(SUPPLIED DATA)

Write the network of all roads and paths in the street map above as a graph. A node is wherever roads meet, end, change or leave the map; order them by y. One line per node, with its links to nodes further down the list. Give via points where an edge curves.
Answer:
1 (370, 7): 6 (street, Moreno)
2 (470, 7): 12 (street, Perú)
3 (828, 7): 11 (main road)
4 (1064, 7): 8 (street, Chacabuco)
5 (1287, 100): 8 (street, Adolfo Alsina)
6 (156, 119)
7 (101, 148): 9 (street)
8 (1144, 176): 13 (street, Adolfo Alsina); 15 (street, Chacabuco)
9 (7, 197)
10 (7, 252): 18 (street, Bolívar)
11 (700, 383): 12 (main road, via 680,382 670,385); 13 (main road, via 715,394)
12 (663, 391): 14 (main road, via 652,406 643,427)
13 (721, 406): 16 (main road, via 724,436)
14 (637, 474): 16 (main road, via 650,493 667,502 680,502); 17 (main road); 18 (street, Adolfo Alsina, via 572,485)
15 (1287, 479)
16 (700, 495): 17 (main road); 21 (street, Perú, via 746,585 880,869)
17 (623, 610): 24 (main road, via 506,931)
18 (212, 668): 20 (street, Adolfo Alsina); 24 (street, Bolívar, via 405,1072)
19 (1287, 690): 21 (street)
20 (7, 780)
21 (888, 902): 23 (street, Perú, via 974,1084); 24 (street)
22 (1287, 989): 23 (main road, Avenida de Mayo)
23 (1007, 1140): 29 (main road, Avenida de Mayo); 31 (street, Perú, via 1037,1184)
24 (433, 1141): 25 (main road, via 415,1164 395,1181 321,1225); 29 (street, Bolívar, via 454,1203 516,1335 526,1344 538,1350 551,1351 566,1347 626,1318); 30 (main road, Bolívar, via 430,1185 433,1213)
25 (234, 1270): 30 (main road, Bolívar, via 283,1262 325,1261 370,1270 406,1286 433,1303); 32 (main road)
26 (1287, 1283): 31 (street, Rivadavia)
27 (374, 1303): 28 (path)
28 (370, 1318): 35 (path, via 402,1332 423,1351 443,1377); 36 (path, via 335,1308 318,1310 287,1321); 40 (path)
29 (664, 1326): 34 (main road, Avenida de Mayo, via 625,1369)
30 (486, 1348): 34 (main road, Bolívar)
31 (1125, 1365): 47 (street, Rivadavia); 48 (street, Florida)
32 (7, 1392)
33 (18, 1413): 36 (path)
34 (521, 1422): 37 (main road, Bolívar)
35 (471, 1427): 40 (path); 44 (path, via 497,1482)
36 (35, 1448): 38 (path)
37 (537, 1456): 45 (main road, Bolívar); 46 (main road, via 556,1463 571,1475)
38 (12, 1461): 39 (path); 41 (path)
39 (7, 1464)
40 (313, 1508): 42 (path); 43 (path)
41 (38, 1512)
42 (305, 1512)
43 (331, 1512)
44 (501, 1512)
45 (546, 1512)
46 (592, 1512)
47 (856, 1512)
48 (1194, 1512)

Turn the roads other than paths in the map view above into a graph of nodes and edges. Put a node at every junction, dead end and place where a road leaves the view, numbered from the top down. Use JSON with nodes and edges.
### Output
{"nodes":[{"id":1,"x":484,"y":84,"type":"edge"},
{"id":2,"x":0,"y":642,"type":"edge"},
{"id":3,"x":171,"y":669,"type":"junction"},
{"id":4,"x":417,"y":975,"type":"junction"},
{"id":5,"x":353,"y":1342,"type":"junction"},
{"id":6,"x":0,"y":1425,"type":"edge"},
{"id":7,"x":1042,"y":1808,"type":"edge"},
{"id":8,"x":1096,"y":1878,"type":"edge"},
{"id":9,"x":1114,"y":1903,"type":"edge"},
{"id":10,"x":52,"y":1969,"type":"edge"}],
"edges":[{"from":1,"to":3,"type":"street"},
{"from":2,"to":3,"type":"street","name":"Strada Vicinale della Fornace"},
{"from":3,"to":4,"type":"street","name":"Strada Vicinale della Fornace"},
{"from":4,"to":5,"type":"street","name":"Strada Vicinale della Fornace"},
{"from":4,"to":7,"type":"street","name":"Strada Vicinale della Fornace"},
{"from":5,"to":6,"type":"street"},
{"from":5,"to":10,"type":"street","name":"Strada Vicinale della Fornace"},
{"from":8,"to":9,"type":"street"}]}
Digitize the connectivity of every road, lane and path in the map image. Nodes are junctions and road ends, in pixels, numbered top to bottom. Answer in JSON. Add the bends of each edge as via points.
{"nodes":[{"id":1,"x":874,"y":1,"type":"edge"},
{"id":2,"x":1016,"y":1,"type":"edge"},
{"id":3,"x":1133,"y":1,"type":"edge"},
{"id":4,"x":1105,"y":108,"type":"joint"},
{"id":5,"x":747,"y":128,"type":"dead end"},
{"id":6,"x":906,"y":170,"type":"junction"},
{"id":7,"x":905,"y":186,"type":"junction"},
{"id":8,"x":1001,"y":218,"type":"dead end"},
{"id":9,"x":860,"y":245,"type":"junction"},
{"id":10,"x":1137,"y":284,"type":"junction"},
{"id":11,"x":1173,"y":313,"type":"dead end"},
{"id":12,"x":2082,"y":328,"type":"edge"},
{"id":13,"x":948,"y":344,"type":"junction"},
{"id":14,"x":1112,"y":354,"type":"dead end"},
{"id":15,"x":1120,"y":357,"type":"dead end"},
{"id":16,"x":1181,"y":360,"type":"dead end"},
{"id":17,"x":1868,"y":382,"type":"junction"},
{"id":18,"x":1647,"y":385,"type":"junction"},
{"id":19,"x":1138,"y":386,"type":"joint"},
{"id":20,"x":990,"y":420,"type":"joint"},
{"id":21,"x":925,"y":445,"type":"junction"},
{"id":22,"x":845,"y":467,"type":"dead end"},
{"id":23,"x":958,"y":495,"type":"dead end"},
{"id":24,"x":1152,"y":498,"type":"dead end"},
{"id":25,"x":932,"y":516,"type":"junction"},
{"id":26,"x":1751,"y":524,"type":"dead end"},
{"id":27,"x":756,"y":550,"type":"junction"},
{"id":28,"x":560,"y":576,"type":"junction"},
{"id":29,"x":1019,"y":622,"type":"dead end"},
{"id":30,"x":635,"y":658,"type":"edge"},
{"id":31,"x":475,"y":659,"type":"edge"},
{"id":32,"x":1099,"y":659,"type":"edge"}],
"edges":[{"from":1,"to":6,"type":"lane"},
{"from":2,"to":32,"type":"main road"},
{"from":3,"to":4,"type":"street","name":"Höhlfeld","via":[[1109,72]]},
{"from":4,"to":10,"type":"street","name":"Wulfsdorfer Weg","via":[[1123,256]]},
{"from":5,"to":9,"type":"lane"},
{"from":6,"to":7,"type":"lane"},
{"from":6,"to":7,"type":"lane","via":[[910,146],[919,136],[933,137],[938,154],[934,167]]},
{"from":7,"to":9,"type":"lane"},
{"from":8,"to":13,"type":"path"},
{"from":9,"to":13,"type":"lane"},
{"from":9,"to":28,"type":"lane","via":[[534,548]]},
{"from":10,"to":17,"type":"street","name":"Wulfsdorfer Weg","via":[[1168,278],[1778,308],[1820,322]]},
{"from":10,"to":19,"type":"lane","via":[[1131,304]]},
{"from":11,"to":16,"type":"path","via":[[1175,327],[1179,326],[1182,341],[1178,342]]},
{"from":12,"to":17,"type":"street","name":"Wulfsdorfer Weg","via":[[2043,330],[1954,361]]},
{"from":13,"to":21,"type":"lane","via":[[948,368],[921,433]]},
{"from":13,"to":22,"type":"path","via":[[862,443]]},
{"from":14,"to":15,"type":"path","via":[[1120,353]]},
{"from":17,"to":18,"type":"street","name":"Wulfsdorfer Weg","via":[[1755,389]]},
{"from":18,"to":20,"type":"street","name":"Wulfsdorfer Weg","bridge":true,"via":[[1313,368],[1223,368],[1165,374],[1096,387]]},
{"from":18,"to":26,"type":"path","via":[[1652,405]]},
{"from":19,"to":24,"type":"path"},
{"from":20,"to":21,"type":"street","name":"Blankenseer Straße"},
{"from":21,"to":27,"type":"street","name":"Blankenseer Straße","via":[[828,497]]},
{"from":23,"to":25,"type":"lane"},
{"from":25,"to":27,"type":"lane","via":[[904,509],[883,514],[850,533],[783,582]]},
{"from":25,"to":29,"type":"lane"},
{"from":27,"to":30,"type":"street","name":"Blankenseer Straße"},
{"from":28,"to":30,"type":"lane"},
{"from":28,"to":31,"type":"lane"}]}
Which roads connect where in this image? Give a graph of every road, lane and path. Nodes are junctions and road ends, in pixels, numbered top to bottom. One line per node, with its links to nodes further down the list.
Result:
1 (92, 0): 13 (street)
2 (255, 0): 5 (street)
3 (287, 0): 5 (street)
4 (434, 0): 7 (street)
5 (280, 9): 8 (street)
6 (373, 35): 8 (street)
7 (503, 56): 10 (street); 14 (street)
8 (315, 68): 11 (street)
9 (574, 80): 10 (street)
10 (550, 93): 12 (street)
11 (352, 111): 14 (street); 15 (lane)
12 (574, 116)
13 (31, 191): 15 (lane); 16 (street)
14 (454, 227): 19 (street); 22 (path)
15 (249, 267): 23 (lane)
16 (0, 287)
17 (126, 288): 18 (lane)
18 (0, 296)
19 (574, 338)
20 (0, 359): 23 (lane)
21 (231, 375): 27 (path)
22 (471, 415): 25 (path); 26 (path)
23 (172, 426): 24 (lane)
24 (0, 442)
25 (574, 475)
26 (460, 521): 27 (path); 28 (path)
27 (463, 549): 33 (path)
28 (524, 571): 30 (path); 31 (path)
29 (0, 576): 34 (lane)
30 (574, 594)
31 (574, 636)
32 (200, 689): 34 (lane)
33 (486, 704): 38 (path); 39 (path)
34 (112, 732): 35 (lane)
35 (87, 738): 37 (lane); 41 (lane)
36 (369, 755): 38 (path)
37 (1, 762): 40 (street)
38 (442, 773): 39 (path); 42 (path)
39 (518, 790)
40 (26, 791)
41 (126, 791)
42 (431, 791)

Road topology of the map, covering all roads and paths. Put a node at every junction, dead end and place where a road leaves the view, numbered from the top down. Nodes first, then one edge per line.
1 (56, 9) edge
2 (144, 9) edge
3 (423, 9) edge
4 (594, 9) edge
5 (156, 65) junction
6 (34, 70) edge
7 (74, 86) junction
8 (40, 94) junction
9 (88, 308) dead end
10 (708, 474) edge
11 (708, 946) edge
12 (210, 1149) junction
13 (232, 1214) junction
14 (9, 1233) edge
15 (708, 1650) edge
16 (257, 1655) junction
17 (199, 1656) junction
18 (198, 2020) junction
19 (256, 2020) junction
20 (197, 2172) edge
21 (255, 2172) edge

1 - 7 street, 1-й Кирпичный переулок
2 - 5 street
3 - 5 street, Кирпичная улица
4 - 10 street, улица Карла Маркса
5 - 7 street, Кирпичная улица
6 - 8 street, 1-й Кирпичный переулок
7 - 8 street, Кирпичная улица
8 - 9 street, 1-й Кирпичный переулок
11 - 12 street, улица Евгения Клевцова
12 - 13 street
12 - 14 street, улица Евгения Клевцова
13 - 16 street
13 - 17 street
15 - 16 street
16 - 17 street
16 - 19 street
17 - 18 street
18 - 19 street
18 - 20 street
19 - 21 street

(End SUPPLIED DATA)

◆ **TASK DETAILS**
Search the listing above for lines containing "Mayo", and copy them.

◆ **WORKED SOLUTION**
22 (1287, 989): 23 (main road, Avenida de Mayo)
23 (1007, 1140): 29 (main road, Avenida de Mayo); 31 (street, Perú, via 1037,1184)
29 (664, 1326): 34 (main road, Avenida de Mayo, via 625,1369)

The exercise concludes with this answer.